Probing spatiotemporal PKA activity at the ryanodine receptor and SERCA2a nanodomains in cardomyocytes

Spatiotemporal regulation of subcellular protein kinase A (PKA) activity for precise substrate phosphorylation is essential for cellular responses to hormonal stimulation. Ryanodine receptor 2 (RyR2) and (sarco)endoplasmic reticulum calcium ATPase 2a (SERCA2a) represent two critical targets of β adrenoceptor (βAR) signaling on the sarcoplasmic reticulum membrane for cardiac excitation and contraction coupling. Using novel biosensors, we show that cardiac β(1)AR signals to both RyR2 and SERCA2a nanodomains in cardiomyocytes from mice, rats, and rabbits, whereas the β(2)AR signaling is restricted from these nanodomains. Phosphodiesterase 4 (PDE4) and PDE3 control the baseline PKA activity and prevent β(2)AR signaling from reaching the RyR2 and SERCA2a nanodomains.
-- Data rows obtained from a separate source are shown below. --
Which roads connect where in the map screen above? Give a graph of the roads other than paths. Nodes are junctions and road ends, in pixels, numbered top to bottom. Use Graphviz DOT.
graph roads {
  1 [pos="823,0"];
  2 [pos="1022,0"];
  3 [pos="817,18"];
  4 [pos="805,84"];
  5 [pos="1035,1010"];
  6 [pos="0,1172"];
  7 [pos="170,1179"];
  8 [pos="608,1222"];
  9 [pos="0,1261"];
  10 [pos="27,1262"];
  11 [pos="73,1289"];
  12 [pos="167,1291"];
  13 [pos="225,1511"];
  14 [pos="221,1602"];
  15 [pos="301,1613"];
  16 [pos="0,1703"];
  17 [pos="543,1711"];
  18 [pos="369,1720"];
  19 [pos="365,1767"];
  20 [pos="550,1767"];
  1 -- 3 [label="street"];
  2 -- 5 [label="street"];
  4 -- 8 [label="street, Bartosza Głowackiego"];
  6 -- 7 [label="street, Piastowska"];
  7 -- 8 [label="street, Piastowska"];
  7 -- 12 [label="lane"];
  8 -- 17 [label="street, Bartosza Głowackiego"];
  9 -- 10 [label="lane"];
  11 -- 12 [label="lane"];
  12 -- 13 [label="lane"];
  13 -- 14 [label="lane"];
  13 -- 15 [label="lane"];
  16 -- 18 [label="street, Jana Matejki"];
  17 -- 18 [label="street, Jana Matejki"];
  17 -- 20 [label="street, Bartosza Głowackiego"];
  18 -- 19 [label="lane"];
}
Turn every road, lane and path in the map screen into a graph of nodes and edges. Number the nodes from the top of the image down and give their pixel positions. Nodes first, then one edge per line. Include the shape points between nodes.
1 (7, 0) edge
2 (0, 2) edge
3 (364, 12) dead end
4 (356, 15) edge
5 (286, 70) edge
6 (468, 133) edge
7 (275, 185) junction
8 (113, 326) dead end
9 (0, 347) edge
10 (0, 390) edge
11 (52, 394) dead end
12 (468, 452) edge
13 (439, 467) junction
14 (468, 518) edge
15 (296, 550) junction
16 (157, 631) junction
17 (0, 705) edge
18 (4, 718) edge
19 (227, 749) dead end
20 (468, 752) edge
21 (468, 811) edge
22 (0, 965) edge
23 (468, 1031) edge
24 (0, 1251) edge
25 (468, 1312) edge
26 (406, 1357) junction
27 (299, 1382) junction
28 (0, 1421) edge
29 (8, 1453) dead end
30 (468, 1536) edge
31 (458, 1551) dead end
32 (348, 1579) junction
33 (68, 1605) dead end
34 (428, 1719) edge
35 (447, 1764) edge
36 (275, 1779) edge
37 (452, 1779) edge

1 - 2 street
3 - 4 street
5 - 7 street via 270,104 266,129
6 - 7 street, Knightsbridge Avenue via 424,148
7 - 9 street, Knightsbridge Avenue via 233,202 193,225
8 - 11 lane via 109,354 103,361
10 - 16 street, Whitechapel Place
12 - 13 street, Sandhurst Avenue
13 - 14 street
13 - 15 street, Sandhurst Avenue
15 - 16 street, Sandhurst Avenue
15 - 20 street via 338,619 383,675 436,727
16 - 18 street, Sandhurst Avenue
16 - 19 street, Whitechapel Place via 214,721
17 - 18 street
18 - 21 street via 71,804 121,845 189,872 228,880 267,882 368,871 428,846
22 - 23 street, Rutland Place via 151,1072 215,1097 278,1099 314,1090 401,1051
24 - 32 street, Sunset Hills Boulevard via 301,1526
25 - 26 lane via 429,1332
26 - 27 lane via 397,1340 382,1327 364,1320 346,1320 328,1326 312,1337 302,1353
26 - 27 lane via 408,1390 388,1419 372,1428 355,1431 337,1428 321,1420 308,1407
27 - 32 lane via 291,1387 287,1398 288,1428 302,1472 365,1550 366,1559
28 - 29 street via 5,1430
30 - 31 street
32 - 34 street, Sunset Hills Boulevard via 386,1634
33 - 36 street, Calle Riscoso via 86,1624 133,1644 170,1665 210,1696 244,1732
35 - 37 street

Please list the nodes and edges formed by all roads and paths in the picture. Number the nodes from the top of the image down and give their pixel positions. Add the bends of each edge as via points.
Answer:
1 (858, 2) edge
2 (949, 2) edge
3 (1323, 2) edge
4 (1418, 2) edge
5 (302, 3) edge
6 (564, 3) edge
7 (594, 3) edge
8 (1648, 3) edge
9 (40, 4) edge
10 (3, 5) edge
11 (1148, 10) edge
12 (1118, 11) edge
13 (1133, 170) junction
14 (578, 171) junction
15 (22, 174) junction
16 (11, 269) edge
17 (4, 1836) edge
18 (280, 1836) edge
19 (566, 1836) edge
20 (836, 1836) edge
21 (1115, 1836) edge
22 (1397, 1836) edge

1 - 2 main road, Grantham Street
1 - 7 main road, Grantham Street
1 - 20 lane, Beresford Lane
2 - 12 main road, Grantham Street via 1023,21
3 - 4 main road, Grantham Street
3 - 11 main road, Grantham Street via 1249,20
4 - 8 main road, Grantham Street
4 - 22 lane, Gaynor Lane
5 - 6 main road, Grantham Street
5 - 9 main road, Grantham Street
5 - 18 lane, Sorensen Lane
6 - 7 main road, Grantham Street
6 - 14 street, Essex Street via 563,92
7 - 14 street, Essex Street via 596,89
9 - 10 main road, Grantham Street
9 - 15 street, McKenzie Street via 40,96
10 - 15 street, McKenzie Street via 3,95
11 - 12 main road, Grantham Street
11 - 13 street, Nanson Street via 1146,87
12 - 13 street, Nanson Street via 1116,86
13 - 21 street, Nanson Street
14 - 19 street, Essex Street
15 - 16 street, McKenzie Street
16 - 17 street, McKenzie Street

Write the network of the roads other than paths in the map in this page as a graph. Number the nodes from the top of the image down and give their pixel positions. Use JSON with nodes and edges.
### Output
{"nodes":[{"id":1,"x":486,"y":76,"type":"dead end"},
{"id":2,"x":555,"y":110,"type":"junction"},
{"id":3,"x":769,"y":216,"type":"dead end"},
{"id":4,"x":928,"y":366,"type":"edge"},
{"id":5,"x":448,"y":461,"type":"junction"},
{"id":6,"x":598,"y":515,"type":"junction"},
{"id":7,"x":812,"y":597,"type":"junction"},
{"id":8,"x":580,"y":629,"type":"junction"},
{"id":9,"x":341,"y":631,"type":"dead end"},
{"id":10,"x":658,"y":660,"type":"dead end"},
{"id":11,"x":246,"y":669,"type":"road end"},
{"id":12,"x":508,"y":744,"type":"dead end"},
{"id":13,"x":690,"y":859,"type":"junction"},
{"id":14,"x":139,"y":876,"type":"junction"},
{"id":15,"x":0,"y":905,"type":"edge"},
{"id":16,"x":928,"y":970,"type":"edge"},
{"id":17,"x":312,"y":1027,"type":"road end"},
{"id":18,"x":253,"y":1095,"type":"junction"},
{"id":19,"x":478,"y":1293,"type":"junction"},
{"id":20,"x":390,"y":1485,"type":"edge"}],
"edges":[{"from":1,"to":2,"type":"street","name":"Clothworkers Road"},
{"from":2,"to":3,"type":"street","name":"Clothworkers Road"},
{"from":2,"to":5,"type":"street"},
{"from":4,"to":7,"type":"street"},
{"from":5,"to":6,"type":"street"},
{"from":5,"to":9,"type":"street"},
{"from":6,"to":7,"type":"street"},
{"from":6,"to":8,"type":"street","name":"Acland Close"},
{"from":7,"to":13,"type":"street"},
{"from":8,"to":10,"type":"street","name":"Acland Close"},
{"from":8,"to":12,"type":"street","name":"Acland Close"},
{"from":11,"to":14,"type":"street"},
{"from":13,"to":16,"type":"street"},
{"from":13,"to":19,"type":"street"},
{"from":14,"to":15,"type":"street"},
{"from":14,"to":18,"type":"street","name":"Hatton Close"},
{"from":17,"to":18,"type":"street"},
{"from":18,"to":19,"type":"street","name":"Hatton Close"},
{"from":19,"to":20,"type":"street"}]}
Moreover, blocking inhibitory G protein allows β(2)AR signaling to the RyR2 but not the SERCA2a nanodomains. This study provides evidence for the differential roles of inhibitory G protein and PDEs in controlling the adrenergic subtype signaling at the RyR2 and SERCA2a nanodomains in cardiomyocytes. SUPPLEMENTARY INFORMATION: The online version contains supplementary material available at 10.1186/s12964-022-00947-8.